Jean Jacques Rousseau, Karl Marx et Herbert Marcuse sont trois niveaux de réflexion approfondie sur la problématique de l’aliénation de l’homme.
Au XVIIIème siècle, à la question de l’académie de Dijon de savoir l’origine de l’inégalité parmi les hommes et si elle est autorisée par la loi universelle, Jean Jacques Rousseau répond que l’homme est naturellement bon et heureux ; c’est la civilisation qui l’a corrompu et qui a ruiné son bonheur primitif : « Je conçois, dans l’espèce humaine, deux sortes d’inégalités : l’une que j’appelle naturelle ou physique, parce qu’elle est établie par la nature (…) ; l’autre qu’on peut appeler inégalité rurale ou politique parce qu’elle dépend d’une sorte de convention et qu’elle est établie ou du moins autorisée par le consentement des hommes. »
Au XIXème siècle, Karl Marx, par l’entremise du matérialisme historique, soutient que l’histoire de toute société est celle de la lutte des classes et que la finalité de l’histoire, c’est d’aboutir à la société sans classe : « L’histoire de toute société jusqu’à nos jours est l’histoire de la lutte des classes. (…) Que démontre l’histoire des idées, si ce n’est que la production intellectuelle se transforme avec la production matérielle ? Les idées dominantes d’une époque n’ont jamais été que les idées de la classe dominante.»
Au XXème siècle, dans son célèbre ouvrage : L’homme unidimensionnel, Essai sur l’idéologie de la société industrielle avancée (1989), Herbert Marcuse analyse le mécanisme de fonctionnement des sociétés industrielles et s’aperçoit que l’homme a perdu sa dimension d’intégration. En développant la théorie du grand refus et l’idée de tolérance répressive, il explique comment l’homme est devenu instigateur d’un système qui le broie et qu’il se devait de combattre.

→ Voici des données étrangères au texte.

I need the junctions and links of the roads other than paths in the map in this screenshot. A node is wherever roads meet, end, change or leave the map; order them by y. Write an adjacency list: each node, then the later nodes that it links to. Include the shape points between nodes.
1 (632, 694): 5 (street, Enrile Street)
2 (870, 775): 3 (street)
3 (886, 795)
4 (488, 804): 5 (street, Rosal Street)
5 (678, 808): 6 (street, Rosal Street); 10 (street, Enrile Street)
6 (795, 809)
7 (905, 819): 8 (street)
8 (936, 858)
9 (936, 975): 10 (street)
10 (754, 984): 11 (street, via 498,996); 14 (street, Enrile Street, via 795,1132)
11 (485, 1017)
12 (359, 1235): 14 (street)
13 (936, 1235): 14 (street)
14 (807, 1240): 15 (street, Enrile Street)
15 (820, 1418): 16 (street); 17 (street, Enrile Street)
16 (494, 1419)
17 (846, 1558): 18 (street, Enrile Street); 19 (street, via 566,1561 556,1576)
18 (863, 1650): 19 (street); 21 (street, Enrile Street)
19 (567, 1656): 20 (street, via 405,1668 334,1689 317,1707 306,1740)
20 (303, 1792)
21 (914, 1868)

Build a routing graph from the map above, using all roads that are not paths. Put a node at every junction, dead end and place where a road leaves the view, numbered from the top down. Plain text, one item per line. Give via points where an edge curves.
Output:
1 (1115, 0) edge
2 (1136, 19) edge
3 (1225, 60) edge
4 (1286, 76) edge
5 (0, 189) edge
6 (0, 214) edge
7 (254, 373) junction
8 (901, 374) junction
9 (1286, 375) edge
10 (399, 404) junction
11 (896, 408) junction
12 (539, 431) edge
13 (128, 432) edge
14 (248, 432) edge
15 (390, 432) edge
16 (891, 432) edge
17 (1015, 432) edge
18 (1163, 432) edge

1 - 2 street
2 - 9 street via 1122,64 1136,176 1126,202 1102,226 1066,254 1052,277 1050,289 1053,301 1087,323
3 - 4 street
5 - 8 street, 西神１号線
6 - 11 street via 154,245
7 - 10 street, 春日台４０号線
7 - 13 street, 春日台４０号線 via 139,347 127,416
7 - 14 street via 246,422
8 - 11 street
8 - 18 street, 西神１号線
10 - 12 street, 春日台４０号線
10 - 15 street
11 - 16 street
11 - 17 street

Ces trois réflexions montrent que deux problèmes sont inhérents à la vie en société : les questions de l’inégalité parmi les hommes et de la domination d’un peuple par un autre qui impliquent la problématique de la coexistence des cultures.
En ce XXIème siècle, cette préoccupation se veut plus poignante. Dominique Strauss Kahn, ex Directeur Général du FMI, lors de son allocution le 1er Novembre 2010 à Agadir, portant sur : « Développement humain et répartition des richesses » le confirme en partageant l’idée de l’historien britannique Tony Just disant que la perte de la cohésion sociale s’avère « la pathologie de notre époque et la plus grande menace pour la santé de toute démocratie ».
Comment donc reconstruire l’imaginaire social, africain en particulier de sorte à susciter une véritable synergie de relations franches entre les peuples et favoriser une vie sociétale plus humaine ?
De notre point de vue, la première étape doit être la politisation de la population au sens où l’entendait Frantz Fanon : « Politiser, c’est ouvrir l’esprit, c’est éveiller l’esprit, mettre au monde l’esprit. C’est comme le disait Césaire, ‘‘inventer des âmes’. Politiser les masses, ce ne peut pas être faire un discours politique. C’est s’acharner avec rage à faire comprendre aux masses que tout dépend d’elles ». En d’autres termes, il faut que le peuple soit cultivé ; c’est-à-dire qu’il ait une lecture claire des enjeux du jeu de la gouvernance mondiale. Raison pour laquelle, Jean Paul Sartre disait que pour lui, un homme n’est pas cultivé parce qu’il connait tous les grands auteurs, mais plutôt quand il a une juste appréhension de sa situation sociale.
Secundo, les institutions doivent être l’émanation du peuple. Cela implique l’expression pleine des libertés fondamentales et des droits, le respect strict des procédures judiciaires, la garantie de la présomption d’innocence et une juste répartition des richesses.
La troisième étape est le rejet du discours politique identitaire : source de conflits, de dérapages incontrôlables, parce qu’il entraîne la discrimination et l’exclusion.
La cohésion sociale réside avant tout dans l’élaboration d’un discours politique intégrateur. C’est pourquoi, Damon Mayaffre soutient que « la parole politique à moins pour vocation de véhiculer un message que de construire un espace identitaire ». Le discours politique intégrateur suppose le respect du droit à la différence. Car comme le disait si bien le professeur Pierre Ekanza : « C’est au prix de la liberté de parole et d’écriture que s’acquièrent et la liberté de pensée et la vérité d’un débat».